While there are still a couple of small rough edges in the app, including a seriously unwanted initial pop-up screen that repeatedly encourages users to create an account and sign into Peapod’s site for tracking of the activities, as well as the slightly loose “what should Bugsy do in the room” question that young kids would have without audio guidance or experimentation, Bugsy Pre-K is otherwise a good edutainment app. It’s now worthy of our general recommendation, and would have rated higher without the intrusive pop-up, which will continue to confuse kids and annoy parents who dislike sign-up pages in their apps. iLounge Rating: B.
Some apps literally sparkle with magic.
Others show up in the App Store looking rather plain and ride waves of hype into users’ hands. Paper by FiftyThree (Free/$8) is an example of the latter, a sketching and drawing application inspired by since-discontinued work on Microsoft’s Courier tablet—a piece of hardware that was famously killed by the Redmond company before it could challenge the iPad. Built with the sort of UI restraint that Microsoft’s own productivity apps rarely if ever muster, Paper provides you with a default set of three sketchbooks, one filled with example illustrations and instructions, the next empty for notes, and the last bare for sketches.

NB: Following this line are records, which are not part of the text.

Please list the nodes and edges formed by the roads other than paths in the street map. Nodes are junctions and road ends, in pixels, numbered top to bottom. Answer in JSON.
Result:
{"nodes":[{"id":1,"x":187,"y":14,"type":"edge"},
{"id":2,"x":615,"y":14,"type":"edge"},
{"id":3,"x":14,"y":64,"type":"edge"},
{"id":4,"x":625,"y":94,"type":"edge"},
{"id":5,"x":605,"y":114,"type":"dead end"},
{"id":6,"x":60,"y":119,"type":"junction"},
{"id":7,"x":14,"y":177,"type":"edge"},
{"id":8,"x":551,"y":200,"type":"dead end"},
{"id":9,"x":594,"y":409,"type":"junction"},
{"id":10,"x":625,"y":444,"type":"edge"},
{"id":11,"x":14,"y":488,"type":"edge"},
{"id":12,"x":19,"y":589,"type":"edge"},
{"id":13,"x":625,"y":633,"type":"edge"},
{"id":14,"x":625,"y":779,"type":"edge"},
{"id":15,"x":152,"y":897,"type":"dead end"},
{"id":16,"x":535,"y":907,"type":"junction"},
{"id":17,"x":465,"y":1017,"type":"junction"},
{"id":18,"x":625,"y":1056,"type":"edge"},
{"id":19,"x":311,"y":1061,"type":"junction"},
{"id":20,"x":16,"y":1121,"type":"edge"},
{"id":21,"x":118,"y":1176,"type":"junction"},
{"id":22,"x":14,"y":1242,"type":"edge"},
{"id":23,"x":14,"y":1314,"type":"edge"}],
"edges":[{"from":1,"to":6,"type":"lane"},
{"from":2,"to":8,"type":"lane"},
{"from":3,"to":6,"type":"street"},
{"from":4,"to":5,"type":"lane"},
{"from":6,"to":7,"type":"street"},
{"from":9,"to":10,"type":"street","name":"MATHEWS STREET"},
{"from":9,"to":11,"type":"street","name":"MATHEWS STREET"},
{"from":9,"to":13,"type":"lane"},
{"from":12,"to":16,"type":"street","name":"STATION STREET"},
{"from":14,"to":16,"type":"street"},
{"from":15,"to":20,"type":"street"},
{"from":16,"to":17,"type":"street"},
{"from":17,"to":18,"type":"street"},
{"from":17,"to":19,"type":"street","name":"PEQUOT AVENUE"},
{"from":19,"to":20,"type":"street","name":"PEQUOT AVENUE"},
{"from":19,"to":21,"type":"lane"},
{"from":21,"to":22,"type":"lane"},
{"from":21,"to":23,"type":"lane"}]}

Once you select a book within a smoothly animated landscape-orientation 3-D interface that allows you to preview pages individually, you’re taken directly into a full-screen view of two pages, and presented with a tray of tools—initially, a fountain pen, an eraser, and a small collection of muted colors. You can write or draw whatever you want with these elements, use a two-finger circular gesture to “rewind” (undo) up to several words worth of pen strokes, and switch pages by swiping your finger from the far left to the far right. The tool tray disappears when you come close to the bottom of the pages, and can be brought up again with an upward swipe from the bottom.
While this interface has elicited oohs and aahs from some users, it actually feels far more like the developers are trying so hard to do something different that they’ve compromised usability in the process. Contrasting Paper with Cocoa Box Design’s great iPad writing app Penultimate, we found that the simple act of page turning—a tap in the curled page corner on Penultimate—led to exactly the sort of input errors that the two-fingered “rewind” tool became necessary to remedy, without any added intuitiveness or benefit besides the elimination of initially unobjectionable buttons. Exiting the pages back to the multi-book interface, which is occasionally necessary for tasks such as email, Twitter, Facebook, or Tumblr sharing, similarly requires an unintuitive inverse pinch gesture, while the initial page of instructions becomes hidden within a dark shaded “53” logo. Almost everything that could be made unintuitive has been, here, save for buttons to delete, share, or add pages to the notebooks.
FiftyThree’s other trick is to give the app away for free but charge for the writing tools—$2 per tool or $8 for four.